Publié le : 10 Septembre 2013
Revenant sur l'allégorie de la caverne de Platon, Martine Petrini-Poli montre, dans ce dernier article, l'inspiration de Jean de la Croix pour cette dernière.

L’image de la caverne fait penser à l’allégorie de Platon, théorie de la connaissance exposée dans le Livre VII du Dialogue de la République : des hommes enchaînés dans une caverne tournent le dos à un feu qui projette sur la paroi l’ombre d’objets qu’ils prennent pour la réalité-même. Il est douloureux pour eux d’être contraints à regarder le feu, mais aveuglés, ils ne reconnaissent pas encore leur erreur. Seul y parvient celui qui  sort de la caverne, en suivant un chemin escarpé, et contemple le soleil, il admet alors l’existence de réalités supérieures. Mais s’il retourne dans la caverne, ébloui par les ténèbres, instruire ses compagnons, il en est la risée. : « Eh bien, mon cher Glaucon, c’est là l’image complète de cette vie terrestre : la prison, c’est le monde sensible où nous vivons ; le feu qui l’éclaire, c’est la lumière du soleil ; ce prisonnier qui monte pour aller contempler la région supérieure, c’est l’âme s’élevant jusqu’au monde intelligible. »  L’allégorie de la caverne est ainsi un mythe d’ascension spirituelle vers le monde des Idées, du Beau, du Bien, du Vrai, symbolisé par le soleil. Denys l’Aréopagite reprend cette théorie de la contemplation platonicienne pour la christianiser, comme le fera plus tard l’humaniste Marsile Ficin, en fondant l’Académie platonicienne.

 

Théophane le grec, Denys l’Aréopagite, - 1378- fresque, Eglise de la Transfiguration, rue Ilyina, Novgorod, Russie -

 

Il semble qu’il y ait un point commun entre le mythe de Platon et le vide des sens et de l’esprit opéré dans la Nuit obscure de Jean de la Croix. Cet arrachement au sensible est douloureux à l’âme encore emprisonnée dans son corps. On note un jeu de mots grec dans le Gorgias de Platon entre sôma, le corps, et sêma, la prison : le corps est la prison de l’âme,  ce que l’on retrouve chez Jean de la Croix dans l’Explication 8 du Cantique spirituel : « l’âme doit forcément éprouver un grand tourment, car la vie naturelle lui est comme une mort, puisqu’elle la prive de la vie spirituelle dans laquelle elle emploie tout son être… » De même, la division de l’âme, chez le poète, en sentido et spiritu (sensation et esprit) est d’origine platonicienne :

O torches de lumière,

Dans vos vives lueurs

Les profondes cavernes du sentir

Aveugle, obscur naguère,

Par d’étranges faveurs,

Chaleur, clarté à l’ami font sentir.          Flamme d’amour vive, strophe 3

 

« Les cavernes du sentir sont les puissances de l’âme : la mémoire, l’entendement et la volonté, lesquelles sont d’autant plus profondes qu’elles sont plus capables de grands biens- vu qu’elles ne se remplissent qu’avec rien moins que l’infini. »

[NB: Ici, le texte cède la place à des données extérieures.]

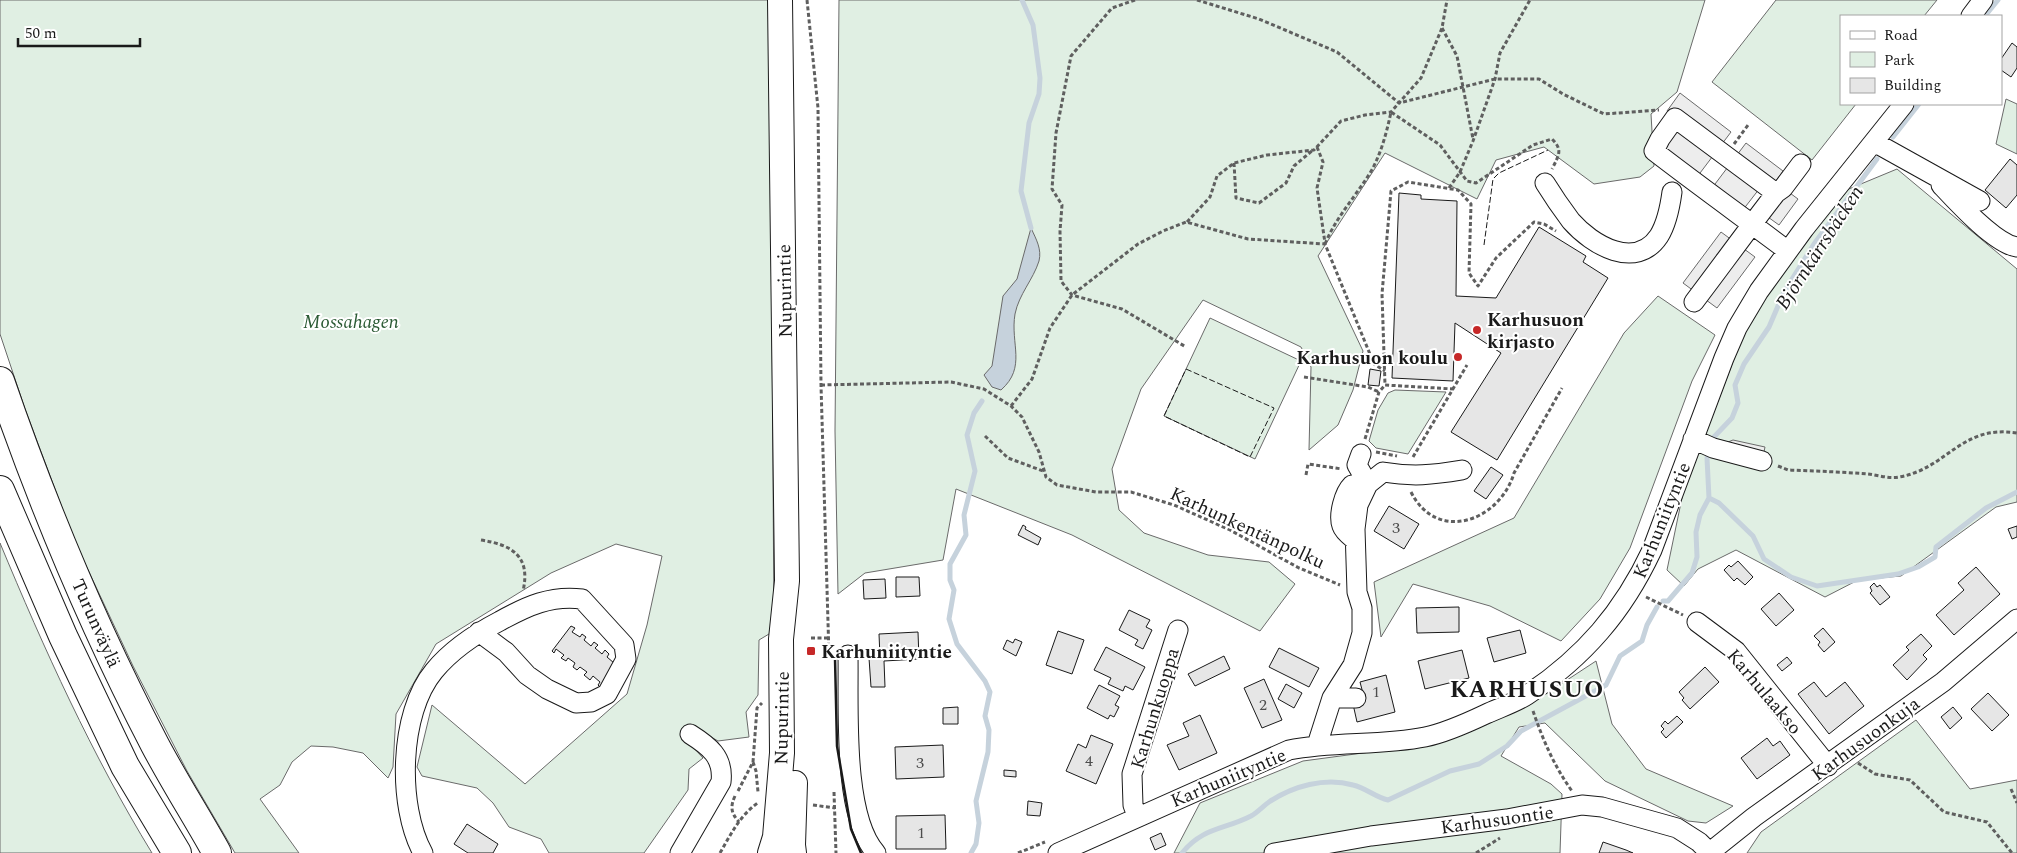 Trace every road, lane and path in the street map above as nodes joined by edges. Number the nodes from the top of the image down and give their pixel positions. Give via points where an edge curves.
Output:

Nous observons ainsi que la caverne, dans les poèmes de Jean de la Croix, prend un sens positif : on ne sort pas de la caverne, on y entre en présence de l’Aimé, car elle recèle tous les trésors divins ; le Christ est «comme une mine abondante, aux maintes cavités pleines de trésors, et on aura beau l’explorer, on n’en trouvera jamais le fond ni le terme, mais, au contraire, de nouvelles veines aux nouvelles richesses ici ou là.» CS, Explication 36

Aux cavernes élevées

De la pierre ensuite nous monterons,

Qui sont si bien cachées,

Et nous y entrerons

Et le jus des grenades y goûterons.                         CS, Chanson 36

 

Les « cavernes élevées » sont « les hauts mystères, élevés et profonds en sagesse de Dieu qu’il y a dans le Christ…C’est donc dans ces creux que l’âme désire pénétrer pour s’absorber, s’enivrer et se transformer dans l’amour de leur connaissance, en se cachant dans le sein de son ami » (CS Explication 36). « Et elle (l’âme) ne dit pas : « Moi seule y entrerai », mais « nous y entrerons », c’est-à-dire elle et l’ami, pour donner à entendre que cette œuvre, ce n’est pas elle qui l’accomplit, mais l’époux avec elle ».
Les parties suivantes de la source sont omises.